Measuring success when core interests collide

The fundamental question facing participants in Abu Dhabi is what realistic success looks like when the core territorial issue remains irreconcilable. The procedural achievement of convening talks matters for U.S. diplomatic credibility and potentially for establishing communication channels that reduce escalation risk. But process is not outcome.

A durable settlement requires either that Russia withdraws from occupied territory—for which there is no military or diplomatic incentive—or that Ukraine accepts territorial losses—which would constitute strategic defeat and regime-threatening domestic crisis for Zelensky.

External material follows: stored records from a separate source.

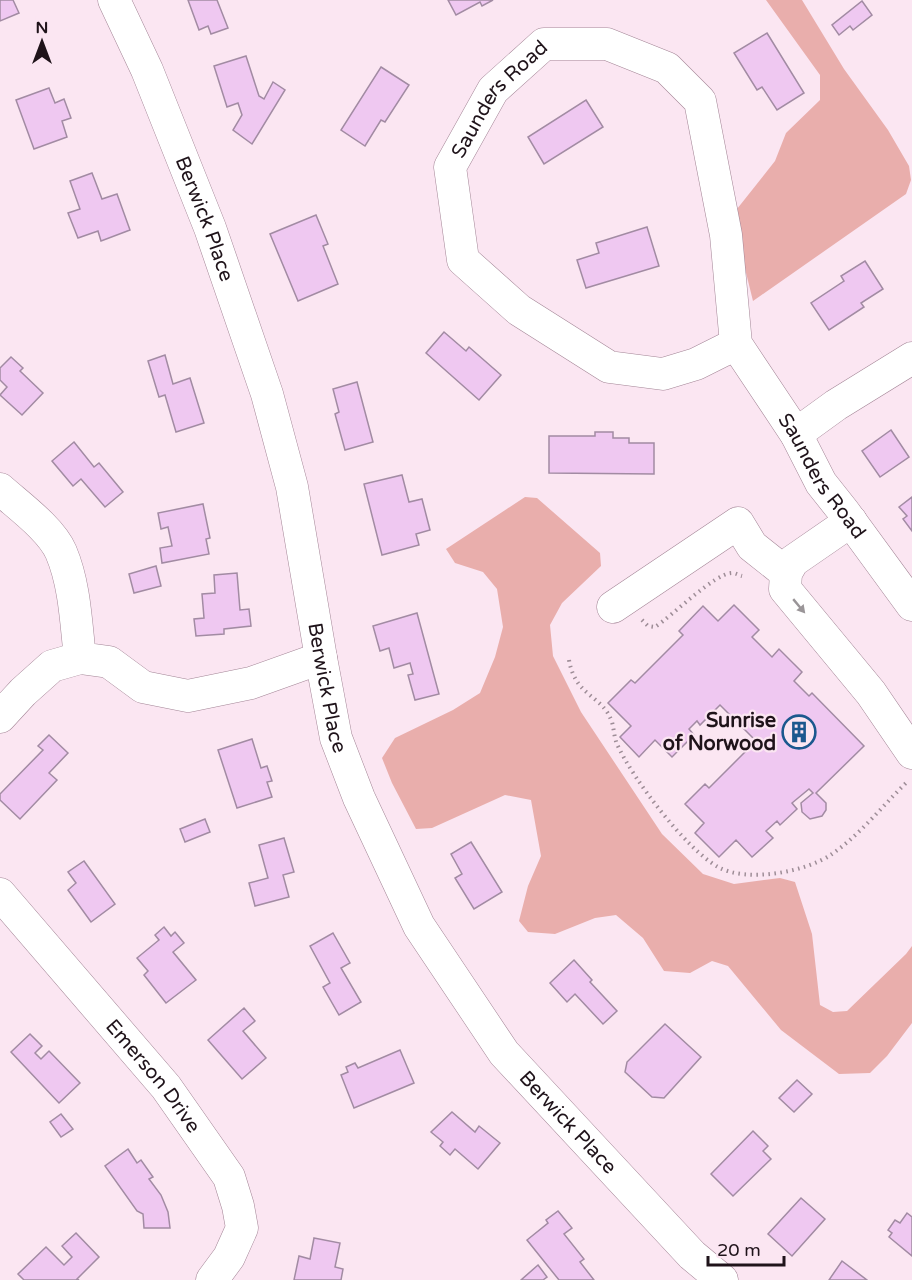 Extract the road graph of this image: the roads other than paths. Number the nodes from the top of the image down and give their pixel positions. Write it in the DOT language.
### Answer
graph roads {
  1 [pos="114,0"];
  2 [pos="736,344"];
  3 [pos="912,358"];
  4 [pos="796,434"];
  5 [pos="0,489"];
  6 [pos="851,521"];
  7 [pos="786,573"];
  8 [pos="912,605"];
  9 [pos="626,611"];
  10 [pos="80,657"];
  11 [pos="321,657"];
  12 [pos="0,717"];
  13 [pos="912,753"];
  14 [pos="0,894"];
  15 [pos="212,1280"];
  16 [pos="722,1280"];
  1 -- 11 [label="street, Berwick Place"];
  2 -- 2 [label="street, Saunders Road"];
  2 -- 4 [label="street, Saunders Road"];
  3 -- 4 [label="street"];
  4 -- 6 [label="street, Saunders Road"];
  5 -- 10 [label="street"];
  6 -- 7 [label="street"];
  6 -- 8 [label="street, Saunders Road"];
  7 -- 9 [label="street"];
  7 -- 13 [label="street, one-way"];
  10 -- 11 [label="street"];
  10 -- 12 [label="street"];
  11 -- 16 [label="street, Berwick Place"];
  14 -- 15 [label="street, Emerson Drive"];
} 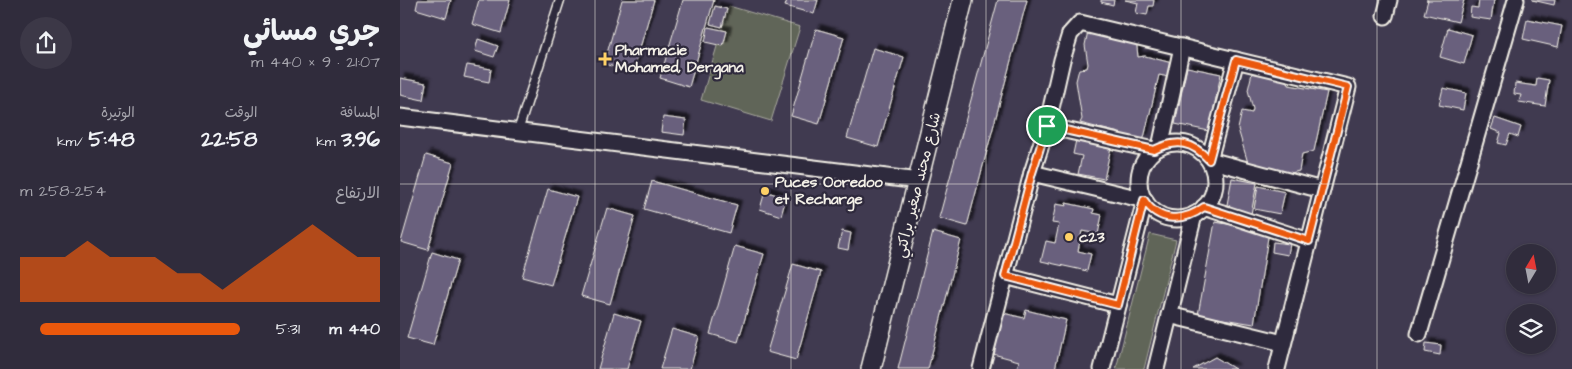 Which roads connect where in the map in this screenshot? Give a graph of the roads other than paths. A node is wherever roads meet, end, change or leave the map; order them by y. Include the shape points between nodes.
1 (560, 0) edge
2 (964, 0) edge
3 (1389, 0) edge
4 (1516, 0) edge
5 (1385, 16) dead end
6 (1182, 47) junction
7 (1236, 60) junction
8 (400, 117) edge
9 (1047, 126) junction
10 (518, 131) junction
11 (1157, 149) junction
12 (1209, 160) junction
13 (1032, 173) junction
14 (919, 181) junction
15 (1322, 190) junction
16 (1144, 200) junction
17 (1199, 211) junction
18 (1309, 241) junction
19 (1005, 276) junction
20 (1118, 305) junction
21 (1169, 315) junction
22 (1418, 334) dead end
23 (1283, 343) junction
24 (871, 369) edge
25 (981, 369) edge
26 (1102, 369) edge
27 (1156, 369) edge
28 (1277, 369) edge

1 - 10 lane
2 - 14 street, شارع محند صغير براكتي
3 - 5 street
4 - 22 street
6 - 7 street
6 - 9 street via 1080,23 1070,34
6 - 11 street
7 - 12 street
7 - 15 street via 1348,87
8 - 10 street
9 - 11 street
9 - 13 street
10 - 14 street
11 - 12 street via 1177,143 1190,145
11 - 16 street via 1140,170 1139,182
12 - 15 street
12 - 17 street via 1215,184 1211,197
13 - 16 street
13 - 19 street
14 - 24 street, شارع محند صغير براكتي
15 - 18 street
16 - 17 street via 1157,213 1169,218 1182,218
16 - 20 street
17 - 18 street
17 - 21 street
18 - 23 street
19 - 20 street
19 - 25 street
20 - 26 street
21 - 23 street
21 - 27 street
23 - 28 street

The third option, an indefinite frozen conflict with an unstable ceasefire line, may be the most realistic outcome, but it satisfies no one's core objectives and merely postpones rather than resolves the fundamental dispute.

The talks in Abu Dhabi will likely produce continued dialogue, perhaps interim confidence-building measures on prisoner exchanges or localized ceasefires. What they will not produce is a resolution to the territorial question that Moscow itself has identified as the prerequisite for lasting peace. Until the military balance shifts decisively or one side's strategic calculus fundamentally changes, diplomatic engagement will remain constrained by the hard realities of power, interest, and the price already paid. The gap between talking and settling may prove unbridgeable precisely because both sides still believe they can achieve more through continued conflict than through premature compromise.